A research team from the University of Toronto has advanced to the final stage of a national competition that seeks to develop better ways to protect Canada from the devastating effects of oil spills.
The team, led by Amy Bilton, an associate professor of mechanical and industrial engineering in the Faculty of Applied Science & Engineering, has been awarded $1.3 million via Natural Resources Canada's (NRCan) Oil Spill Response Challenge to develop and test a system that treats contaminated water onboard oil spill response ships.
Called FRODO, the prototype allows for treatment of contaminated water stored in response vessels through an engineered polymer foam filter - not unlike a kitchen sponge - that allows water to pass while syphoning off the small oil particles. The filter and treatment system would allow the ship to release previously contaminated water back into the environment. That, in turn, means more oil can be collected in less time.
By contrast, current approaches involve response vessels gathering oil with large, floating barriers before using a skimmer to suck oil and water into their holds. The ships must then offload the entire load - about 25 per cent oil and 75 per cent water with small trace amounts of oil - to a land-based facility for treatment.
"We're both engineering the foam material and developing the treatment process to fill in a gap in current oil spill operations," says Bilton. "We aim to increase the amount of oil these vessels can collect by a factor of four."
More than four million barrels of oil are transported through Canada daily. With more than 240,000 kilometres of coastline and more than 890,000 kilometres of freshwater systems across the country, effective oil spill response is critical in protecting diverse ecosystems and communities. Through the Oil Spill Response Challenge, the Government of Canada is investing $10 million in the development of innovative and rapidly deployable solutions to oil spill detection, response and recovery in Canada's aquatic environments.
Assessing the environmental impact is another key area of research for the Bilton team. Canada has a zero-discharge policy, meaning no oil can be present in water when discharging it back into our water systems. These regulations vary by country. Norway, for example, requires the amount of oil in the discharge to be less than 15 parts per million. Bilton and her team are running a parallel project funded through NRCan's Multi-partner Research Initiative to understand the environmental impact and considerations of implementing this in-situ treatment process.
Bilton's team is one of the five finalists moving on to Stage 3 of the competition, with the winner set to be announced in winter of 2025. At this stage, the team has one year to accelerate, scale and test their prototype in preparation for commercialization.

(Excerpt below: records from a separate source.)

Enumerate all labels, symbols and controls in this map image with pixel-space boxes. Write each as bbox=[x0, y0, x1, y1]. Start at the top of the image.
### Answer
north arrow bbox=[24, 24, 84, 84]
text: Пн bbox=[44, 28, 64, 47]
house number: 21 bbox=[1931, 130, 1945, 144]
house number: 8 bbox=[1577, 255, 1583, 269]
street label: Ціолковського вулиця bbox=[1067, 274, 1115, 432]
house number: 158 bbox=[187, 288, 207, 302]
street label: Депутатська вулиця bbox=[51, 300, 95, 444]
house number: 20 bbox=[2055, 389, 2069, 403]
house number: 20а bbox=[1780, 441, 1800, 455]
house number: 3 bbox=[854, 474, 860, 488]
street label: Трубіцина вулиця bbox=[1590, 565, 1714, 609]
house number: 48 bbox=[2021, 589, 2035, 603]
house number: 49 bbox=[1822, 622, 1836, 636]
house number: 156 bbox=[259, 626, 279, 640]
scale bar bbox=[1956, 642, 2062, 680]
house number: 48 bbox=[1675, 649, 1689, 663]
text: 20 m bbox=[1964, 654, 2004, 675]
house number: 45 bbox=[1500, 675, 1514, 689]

"We are in the testing phase now and are planning large-scale simulations at our Ohmsett partner facility in New Jersey," says Bilton.
The team is partnering with Western and Eastern Coast Marine Response Corporations, VPC Group and Urethane Sciences to ensure their system is scalable and can be manufactured. The current prototype is significantly smaller - around one metre in size - than what the final system will be. Ensuring the engineered polymer foam and other materials can be manufactured and meet strict requirements are top of mind at this stage of the challenge.
"Our goal is that this system can be deployed quickly and effectively to improve oil spill response across Canada, and potentially in other parts of the world," says Bilton.
The research team that wins the final stage will receive an additional $2 million in funding to commercialize their technology.